• INSTRUCTIONS TO FOLLOW:
Which lines in the records below contain the word "NURMUXAMMEDOV"? Copy each one.

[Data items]
::::

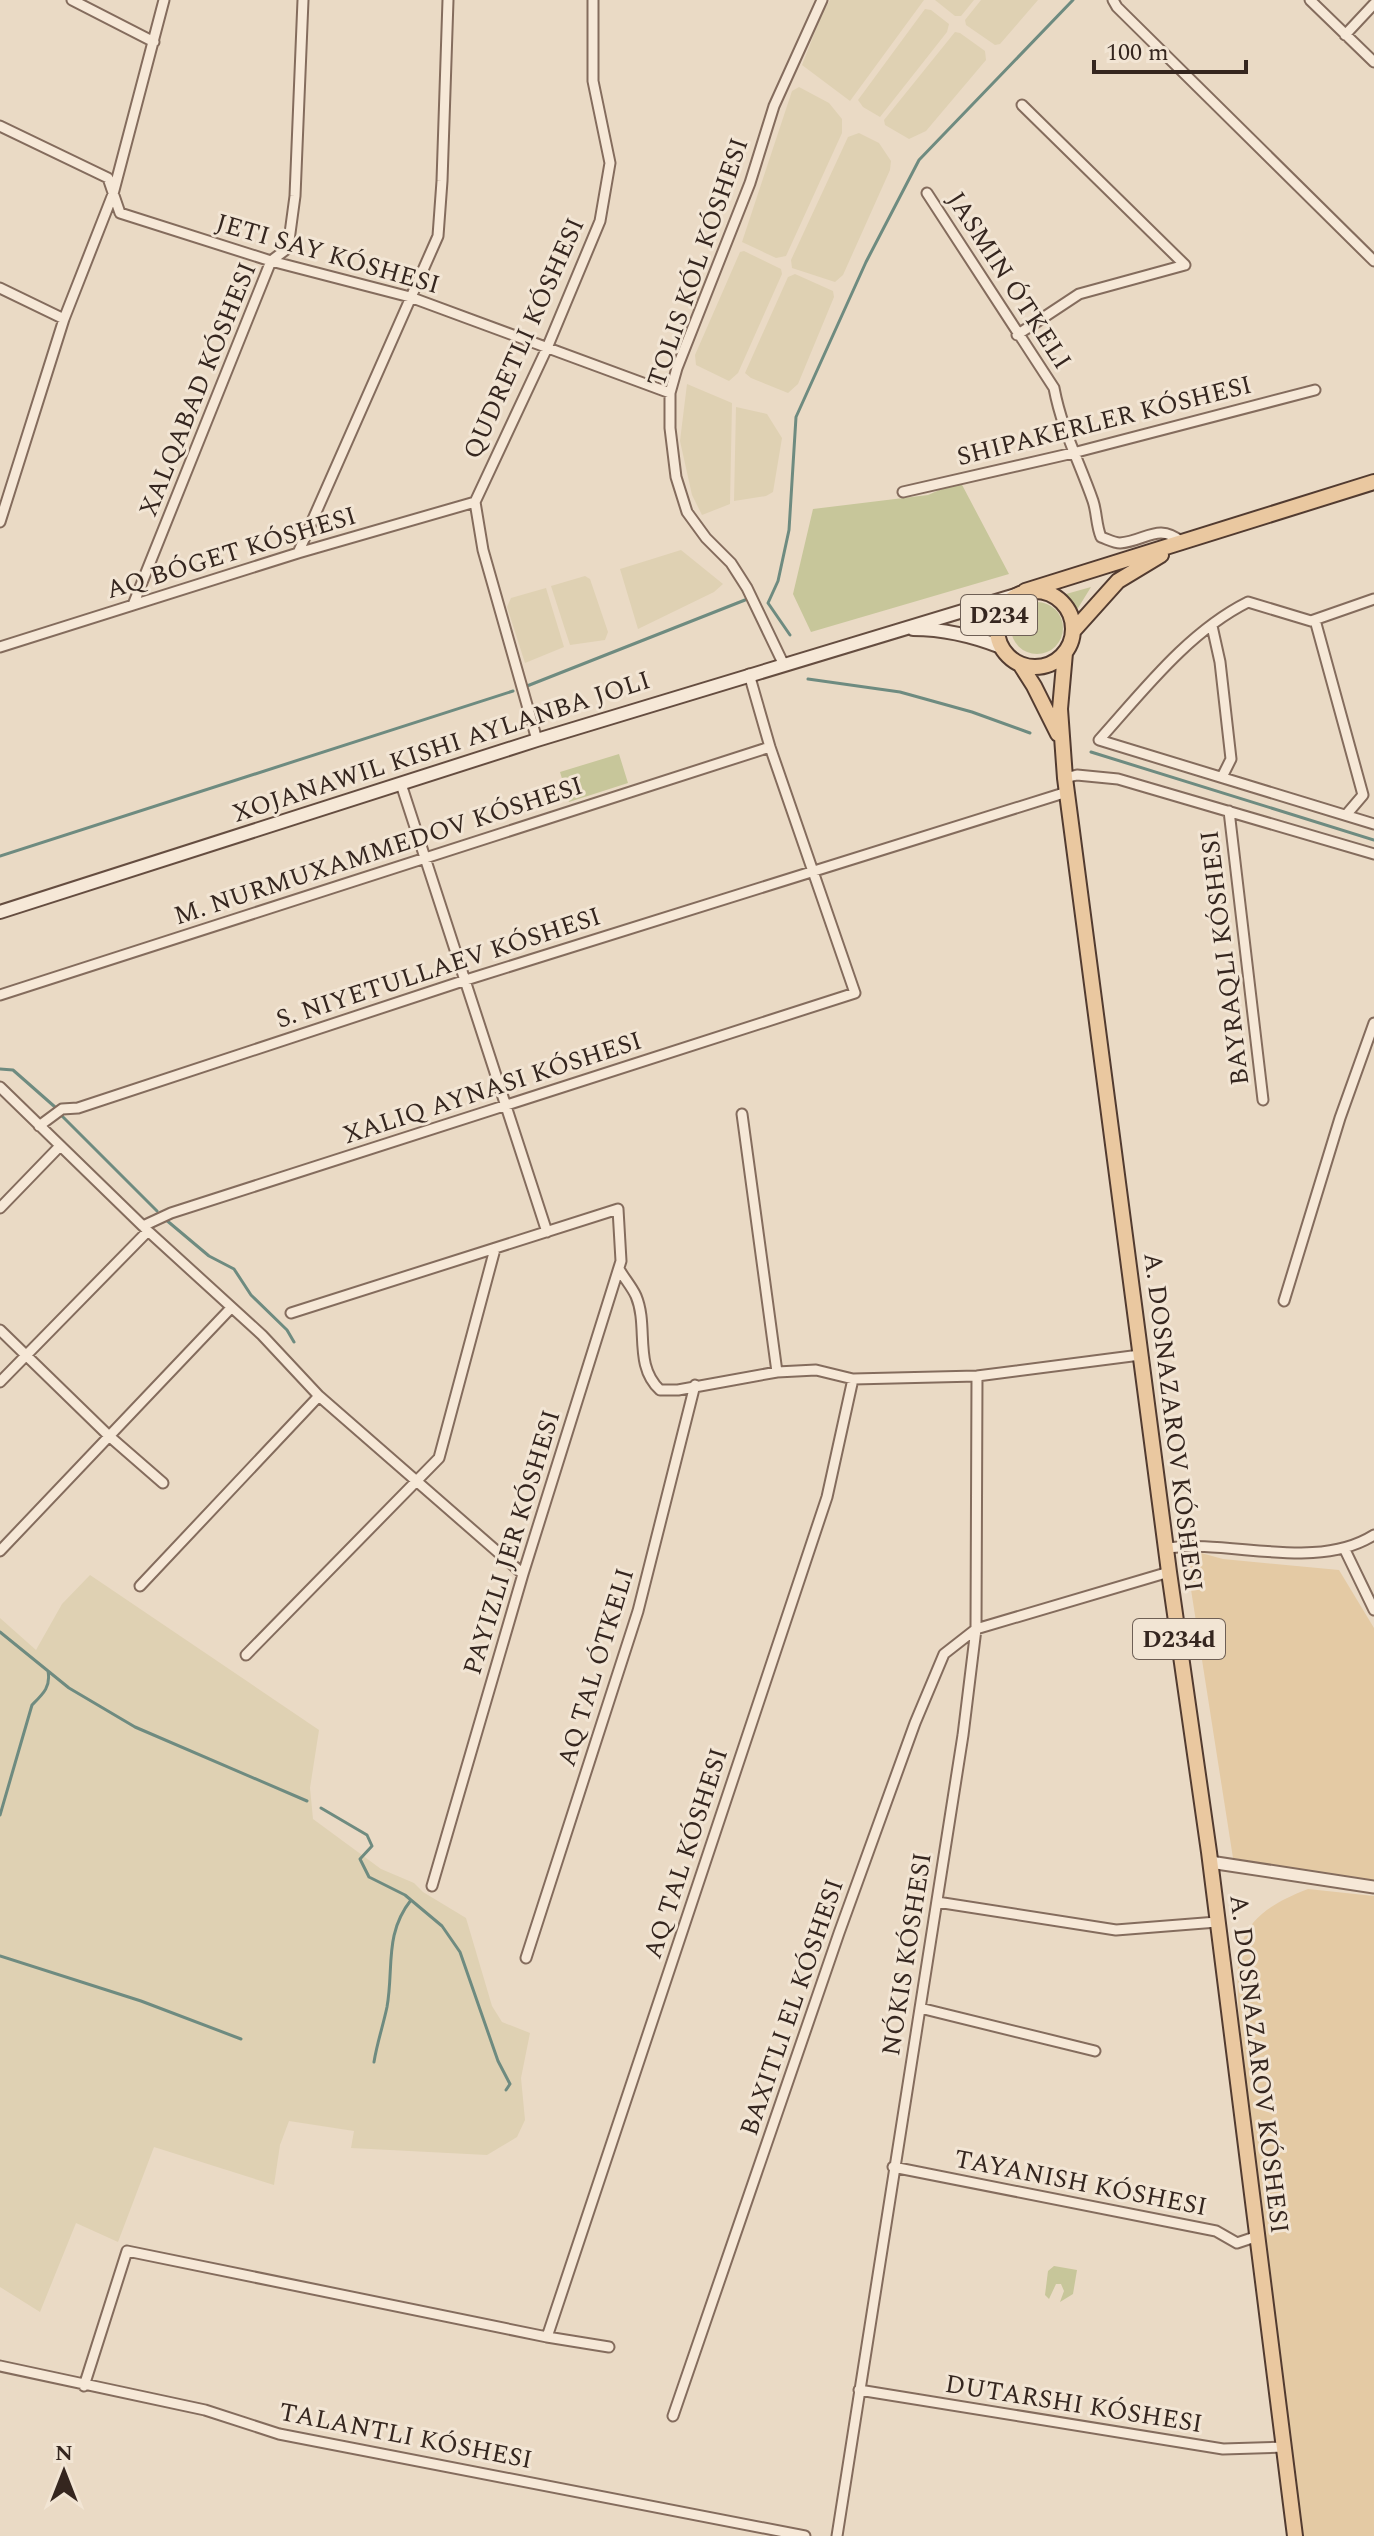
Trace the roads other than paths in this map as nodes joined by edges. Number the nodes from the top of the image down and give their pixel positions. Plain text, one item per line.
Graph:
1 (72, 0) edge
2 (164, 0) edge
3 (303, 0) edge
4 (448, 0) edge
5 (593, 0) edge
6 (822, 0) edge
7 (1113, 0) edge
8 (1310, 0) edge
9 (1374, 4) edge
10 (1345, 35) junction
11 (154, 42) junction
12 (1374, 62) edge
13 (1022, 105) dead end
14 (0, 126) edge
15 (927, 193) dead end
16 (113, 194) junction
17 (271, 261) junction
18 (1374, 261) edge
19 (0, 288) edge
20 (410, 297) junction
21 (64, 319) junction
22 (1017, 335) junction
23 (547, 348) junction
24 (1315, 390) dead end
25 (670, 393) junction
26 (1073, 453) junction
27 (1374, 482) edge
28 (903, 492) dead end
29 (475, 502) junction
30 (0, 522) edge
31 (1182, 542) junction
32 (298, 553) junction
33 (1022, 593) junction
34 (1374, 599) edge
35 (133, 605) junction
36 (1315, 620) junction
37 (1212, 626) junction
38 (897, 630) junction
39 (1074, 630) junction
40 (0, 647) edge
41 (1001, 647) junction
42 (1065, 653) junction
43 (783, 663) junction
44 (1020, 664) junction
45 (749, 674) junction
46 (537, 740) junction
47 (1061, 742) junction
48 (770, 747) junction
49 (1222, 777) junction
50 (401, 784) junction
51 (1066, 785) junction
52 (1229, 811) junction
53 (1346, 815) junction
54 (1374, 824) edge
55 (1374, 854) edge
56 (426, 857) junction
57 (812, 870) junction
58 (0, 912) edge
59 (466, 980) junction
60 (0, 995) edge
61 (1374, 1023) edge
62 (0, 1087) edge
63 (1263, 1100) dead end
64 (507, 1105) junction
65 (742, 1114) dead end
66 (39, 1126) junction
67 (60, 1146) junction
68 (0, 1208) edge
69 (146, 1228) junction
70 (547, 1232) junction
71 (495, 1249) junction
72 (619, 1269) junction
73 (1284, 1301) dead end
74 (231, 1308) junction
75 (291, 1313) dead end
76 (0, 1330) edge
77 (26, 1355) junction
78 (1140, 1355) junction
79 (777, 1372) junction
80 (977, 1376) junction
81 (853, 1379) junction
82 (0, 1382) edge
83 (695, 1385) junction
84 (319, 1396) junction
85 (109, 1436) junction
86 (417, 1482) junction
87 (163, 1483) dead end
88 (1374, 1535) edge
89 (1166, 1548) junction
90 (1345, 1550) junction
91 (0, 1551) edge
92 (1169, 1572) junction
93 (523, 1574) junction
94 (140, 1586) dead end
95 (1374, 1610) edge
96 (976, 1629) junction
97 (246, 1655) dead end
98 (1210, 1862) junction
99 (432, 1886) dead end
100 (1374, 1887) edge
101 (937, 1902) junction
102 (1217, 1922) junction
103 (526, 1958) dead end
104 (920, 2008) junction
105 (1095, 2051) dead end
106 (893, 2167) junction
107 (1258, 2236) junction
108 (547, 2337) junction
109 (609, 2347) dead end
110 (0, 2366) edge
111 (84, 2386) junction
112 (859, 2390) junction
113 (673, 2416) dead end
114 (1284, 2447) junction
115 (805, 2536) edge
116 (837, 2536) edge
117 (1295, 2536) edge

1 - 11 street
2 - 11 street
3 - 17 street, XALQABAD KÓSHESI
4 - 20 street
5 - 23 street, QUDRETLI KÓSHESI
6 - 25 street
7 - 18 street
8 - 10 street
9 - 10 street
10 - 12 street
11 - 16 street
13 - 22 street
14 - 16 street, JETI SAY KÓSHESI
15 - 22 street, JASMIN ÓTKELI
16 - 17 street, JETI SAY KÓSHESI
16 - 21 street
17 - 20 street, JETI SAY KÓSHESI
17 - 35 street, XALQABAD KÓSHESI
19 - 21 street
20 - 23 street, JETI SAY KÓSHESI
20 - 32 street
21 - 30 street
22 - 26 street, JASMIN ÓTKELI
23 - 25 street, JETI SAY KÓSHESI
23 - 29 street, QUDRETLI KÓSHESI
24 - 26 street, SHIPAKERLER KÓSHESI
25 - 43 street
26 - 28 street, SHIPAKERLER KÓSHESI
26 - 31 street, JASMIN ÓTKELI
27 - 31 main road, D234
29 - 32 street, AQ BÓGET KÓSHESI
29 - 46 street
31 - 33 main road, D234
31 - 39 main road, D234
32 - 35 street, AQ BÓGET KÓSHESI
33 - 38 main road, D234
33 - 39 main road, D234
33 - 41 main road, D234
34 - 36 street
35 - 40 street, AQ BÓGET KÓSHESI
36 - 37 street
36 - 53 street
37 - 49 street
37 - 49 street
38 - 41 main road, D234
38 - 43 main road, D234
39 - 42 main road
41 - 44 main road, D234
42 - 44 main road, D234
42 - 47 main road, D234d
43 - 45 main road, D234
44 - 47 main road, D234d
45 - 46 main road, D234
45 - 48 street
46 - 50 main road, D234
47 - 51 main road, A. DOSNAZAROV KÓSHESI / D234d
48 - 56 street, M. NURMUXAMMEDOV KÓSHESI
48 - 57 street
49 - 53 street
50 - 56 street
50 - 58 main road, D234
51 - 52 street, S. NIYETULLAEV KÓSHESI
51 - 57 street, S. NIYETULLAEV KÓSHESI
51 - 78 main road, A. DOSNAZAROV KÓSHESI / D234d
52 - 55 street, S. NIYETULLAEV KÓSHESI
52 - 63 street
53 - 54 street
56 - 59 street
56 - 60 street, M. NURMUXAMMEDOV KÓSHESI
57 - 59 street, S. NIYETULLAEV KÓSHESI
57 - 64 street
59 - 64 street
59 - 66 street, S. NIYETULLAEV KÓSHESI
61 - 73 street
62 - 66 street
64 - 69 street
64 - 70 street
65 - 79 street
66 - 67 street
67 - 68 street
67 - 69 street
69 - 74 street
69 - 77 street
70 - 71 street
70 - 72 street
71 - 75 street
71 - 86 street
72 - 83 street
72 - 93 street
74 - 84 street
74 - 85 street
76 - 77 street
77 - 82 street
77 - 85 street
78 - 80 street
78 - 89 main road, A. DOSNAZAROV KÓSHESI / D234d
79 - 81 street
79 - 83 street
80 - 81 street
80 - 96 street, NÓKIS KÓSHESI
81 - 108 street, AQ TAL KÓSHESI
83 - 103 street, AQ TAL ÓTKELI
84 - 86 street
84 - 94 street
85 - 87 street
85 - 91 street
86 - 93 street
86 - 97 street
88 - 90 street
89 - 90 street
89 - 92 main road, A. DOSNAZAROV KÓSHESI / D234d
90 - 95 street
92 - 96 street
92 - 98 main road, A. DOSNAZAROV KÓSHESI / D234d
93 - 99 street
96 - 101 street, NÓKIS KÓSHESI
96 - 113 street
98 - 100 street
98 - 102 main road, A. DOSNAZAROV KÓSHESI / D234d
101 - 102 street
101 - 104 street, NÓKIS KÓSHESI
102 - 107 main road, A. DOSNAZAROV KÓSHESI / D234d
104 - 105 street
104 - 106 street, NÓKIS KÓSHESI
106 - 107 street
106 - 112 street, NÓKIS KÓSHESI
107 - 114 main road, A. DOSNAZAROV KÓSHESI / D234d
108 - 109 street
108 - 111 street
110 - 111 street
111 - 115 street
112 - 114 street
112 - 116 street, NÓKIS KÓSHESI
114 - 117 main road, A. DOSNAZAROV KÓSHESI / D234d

::::

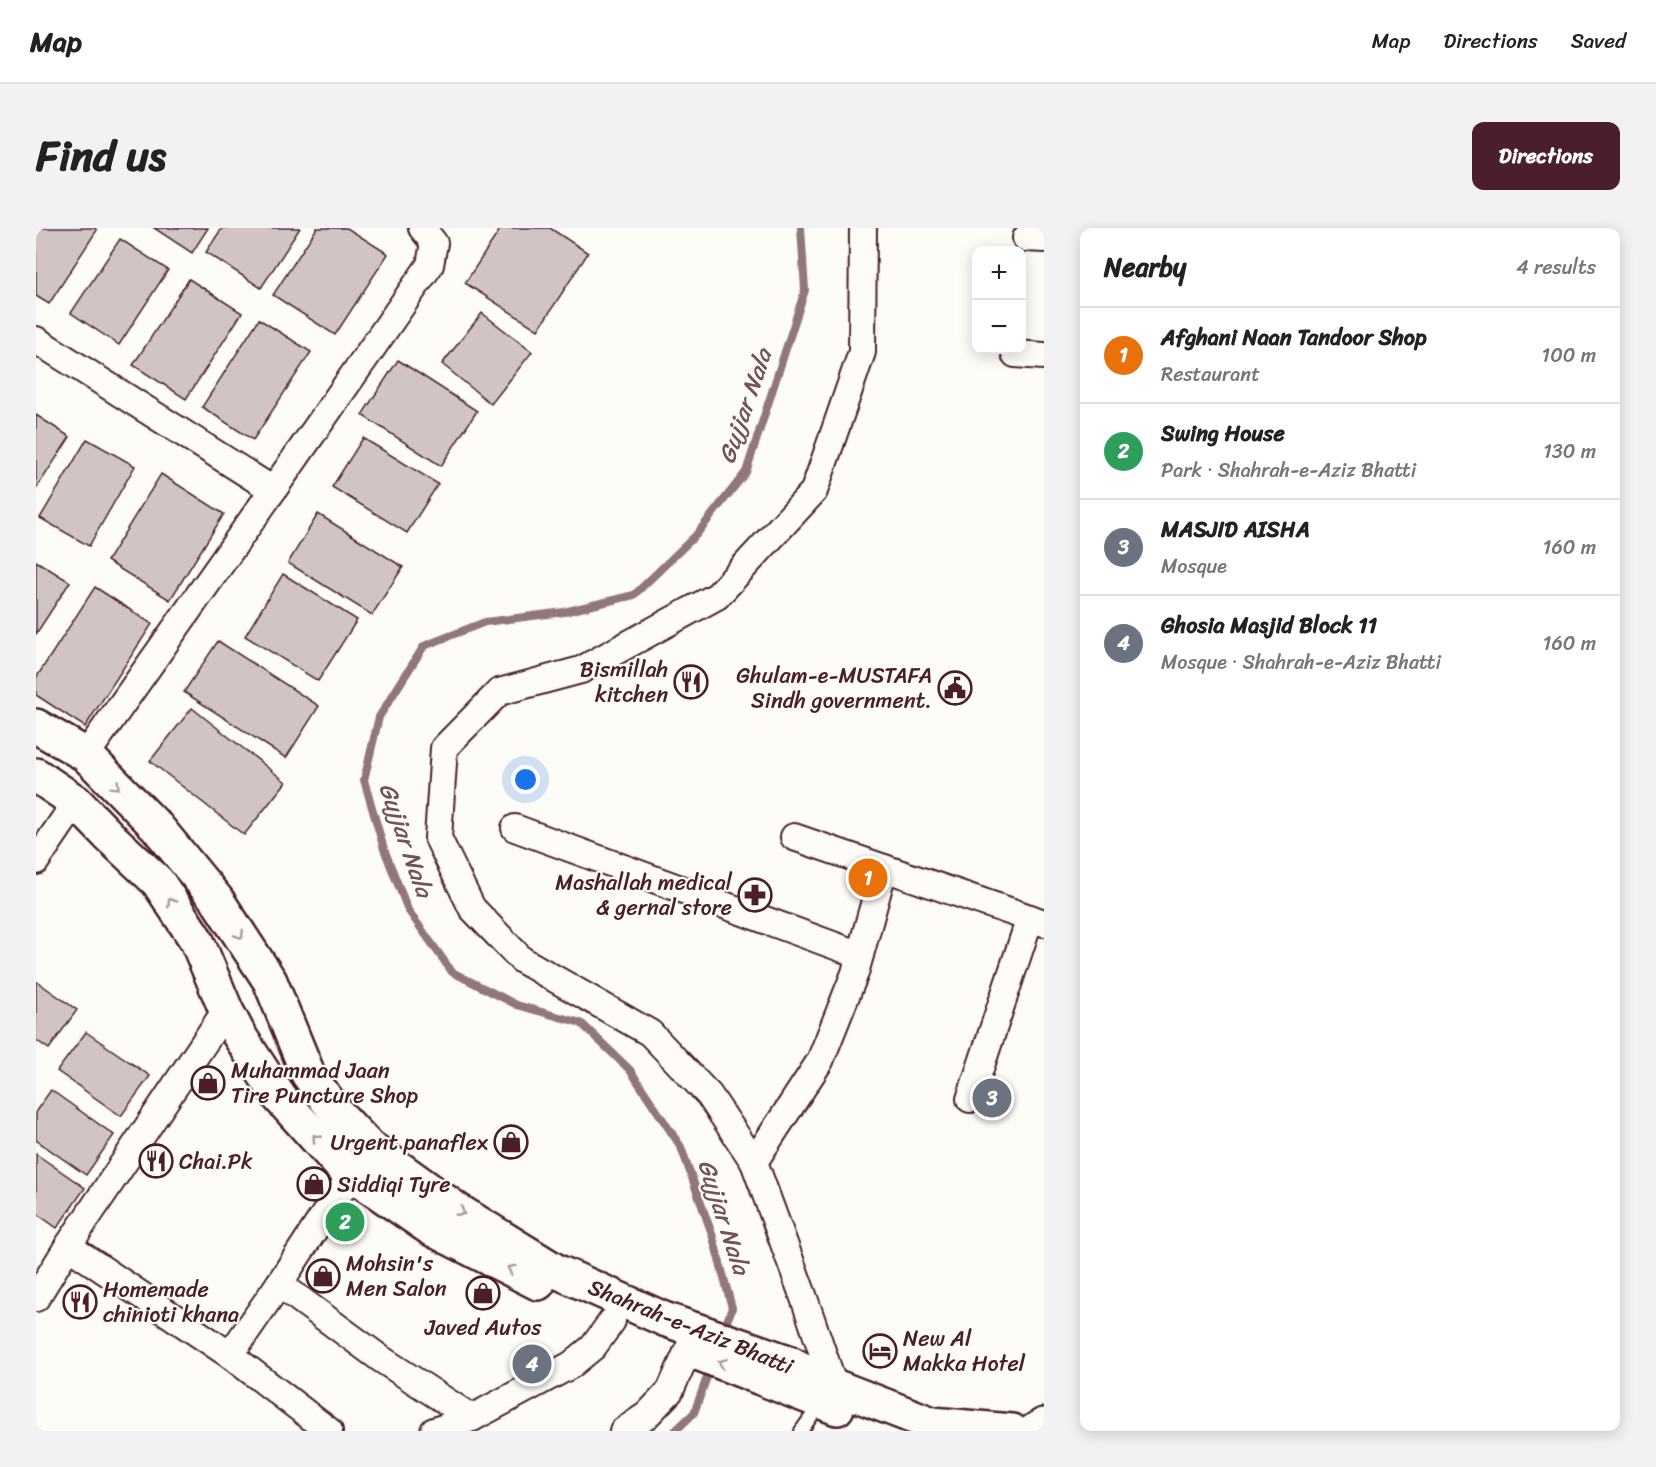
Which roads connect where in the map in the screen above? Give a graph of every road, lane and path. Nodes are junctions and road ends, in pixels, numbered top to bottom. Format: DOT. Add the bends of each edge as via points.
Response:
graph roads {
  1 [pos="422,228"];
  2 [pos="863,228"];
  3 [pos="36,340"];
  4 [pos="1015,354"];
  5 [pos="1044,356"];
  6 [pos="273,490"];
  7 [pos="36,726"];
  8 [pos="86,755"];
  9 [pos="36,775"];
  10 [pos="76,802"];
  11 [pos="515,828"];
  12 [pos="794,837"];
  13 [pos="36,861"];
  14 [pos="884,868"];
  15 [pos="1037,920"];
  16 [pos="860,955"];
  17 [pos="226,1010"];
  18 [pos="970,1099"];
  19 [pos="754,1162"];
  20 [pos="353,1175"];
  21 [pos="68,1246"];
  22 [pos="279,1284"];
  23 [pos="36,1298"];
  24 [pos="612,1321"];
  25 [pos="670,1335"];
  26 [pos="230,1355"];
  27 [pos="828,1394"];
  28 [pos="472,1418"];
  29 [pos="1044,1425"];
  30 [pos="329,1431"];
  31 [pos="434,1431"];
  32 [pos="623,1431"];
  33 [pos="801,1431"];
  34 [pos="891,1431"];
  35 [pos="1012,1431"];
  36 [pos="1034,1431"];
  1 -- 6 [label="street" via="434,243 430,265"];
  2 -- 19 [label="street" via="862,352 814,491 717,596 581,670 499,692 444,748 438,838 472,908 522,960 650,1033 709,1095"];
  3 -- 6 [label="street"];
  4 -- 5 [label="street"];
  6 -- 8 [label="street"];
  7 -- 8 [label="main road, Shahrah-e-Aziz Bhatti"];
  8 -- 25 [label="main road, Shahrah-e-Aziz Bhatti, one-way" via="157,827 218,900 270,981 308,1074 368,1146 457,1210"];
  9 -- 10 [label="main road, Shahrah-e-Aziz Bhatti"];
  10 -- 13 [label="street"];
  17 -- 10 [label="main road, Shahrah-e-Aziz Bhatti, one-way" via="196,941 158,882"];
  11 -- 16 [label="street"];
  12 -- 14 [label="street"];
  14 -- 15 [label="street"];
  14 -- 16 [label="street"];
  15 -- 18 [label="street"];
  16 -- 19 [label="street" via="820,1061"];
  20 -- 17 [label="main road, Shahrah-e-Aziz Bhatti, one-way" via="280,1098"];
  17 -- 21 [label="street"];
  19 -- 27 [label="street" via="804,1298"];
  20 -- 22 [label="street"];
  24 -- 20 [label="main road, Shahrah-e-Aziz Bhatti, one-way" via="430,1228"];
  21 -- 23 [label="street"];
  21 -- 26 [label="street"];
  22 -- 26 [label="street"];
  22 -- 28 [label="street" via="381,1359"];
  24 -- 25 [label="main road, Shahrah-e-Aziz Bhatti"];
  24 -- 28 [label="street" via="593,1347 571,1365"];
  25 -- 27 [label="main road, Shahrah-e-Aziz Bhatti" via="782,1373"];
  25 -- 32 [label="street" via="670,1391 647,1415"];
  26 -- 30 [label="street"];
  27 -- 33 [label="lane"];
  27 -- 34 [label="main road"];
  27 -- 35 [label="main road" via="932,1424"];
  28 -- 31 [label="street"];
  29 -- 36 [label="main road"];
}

::::

• WORKED SOLUTION:
48 - 56 street, M. NURMUXAMMEDOV KÓSHESI
56 - 60 street, M. NURMUXAMMEDOV KÓSHESI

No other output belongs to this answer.